*ACTIVITY:* From the first line of the entries below through the line holding "pinky tip: (126, 140)", write out every line exactly, please, and leave out the pictures.

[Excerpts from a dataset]

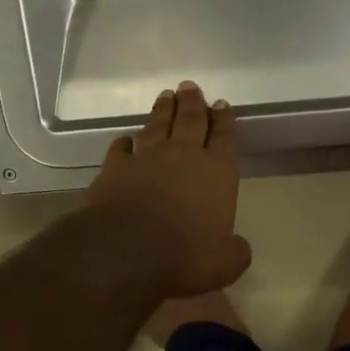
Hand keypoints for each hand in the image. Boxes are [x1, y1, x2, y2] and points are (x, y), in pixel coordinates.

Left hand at [86, 82, 251, 299]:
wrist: (124, 251)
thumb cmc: (184, 256)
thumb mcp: (225, 264)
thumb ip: (234, 251)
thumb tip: (236, 246)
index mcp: (217, 173)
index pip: (224, 139)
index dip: (224, 121)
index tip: (222, 104)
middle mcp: (182, 157)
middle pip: (190, 121)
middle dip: (192, 103)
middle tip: (190, 87)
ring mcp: (145, 159)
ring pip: (156, 127)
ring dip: (162, 111)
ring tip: (166, 97)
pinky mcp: (113, 169)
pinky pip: (121, 148)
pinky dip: (125, 142)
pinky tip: (126, 140)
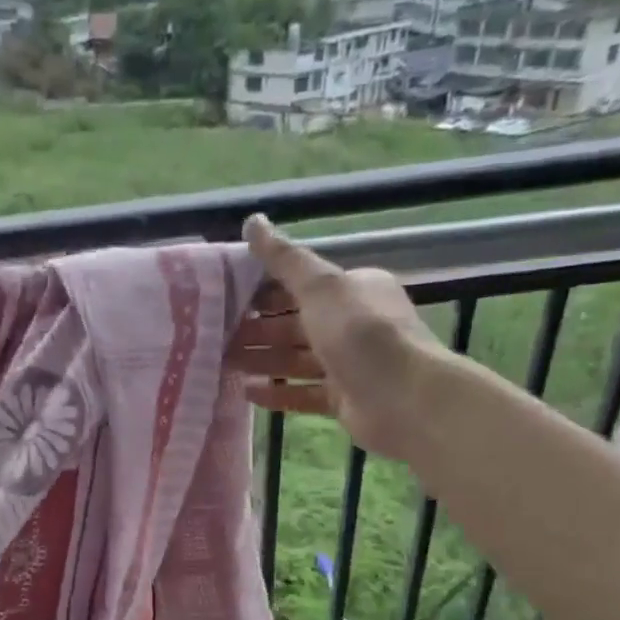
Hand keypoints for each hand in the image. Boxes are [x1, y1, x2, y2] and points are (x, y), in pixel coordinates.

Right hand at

*WRITTEN SOLUTION:*
Hand keypoints for each hand in the image. Boxes are [x1, y1, x2, y2] and points are (x, y), in pixel coordinates.

Left hand at [86, 82, 251, 299]:
wrist: (124, 251)
thumb cmc: (184, 256)
thumb mcp: (225, 264)
thumb ip: (234, 251)
thumb tip: (236, 246)
index mcp: (217, 173)
index pip: (224, 139)
index dip: (224, 121)
index tip: (222, 104)
middle mcp: (182, 157)
middle pip: (190, 121)
middle dip: (192, 103)
middle tip: (190, 87)
ring mcp: (145, 159)
ring pip: (156, 127)
ring dip: (162, 111)
ring tip: (166, 97)
pinky mcp: (113, 169)
pinky pip: (121, 148)
pinky dip: (125, 142)
pinky tip: (126, 140)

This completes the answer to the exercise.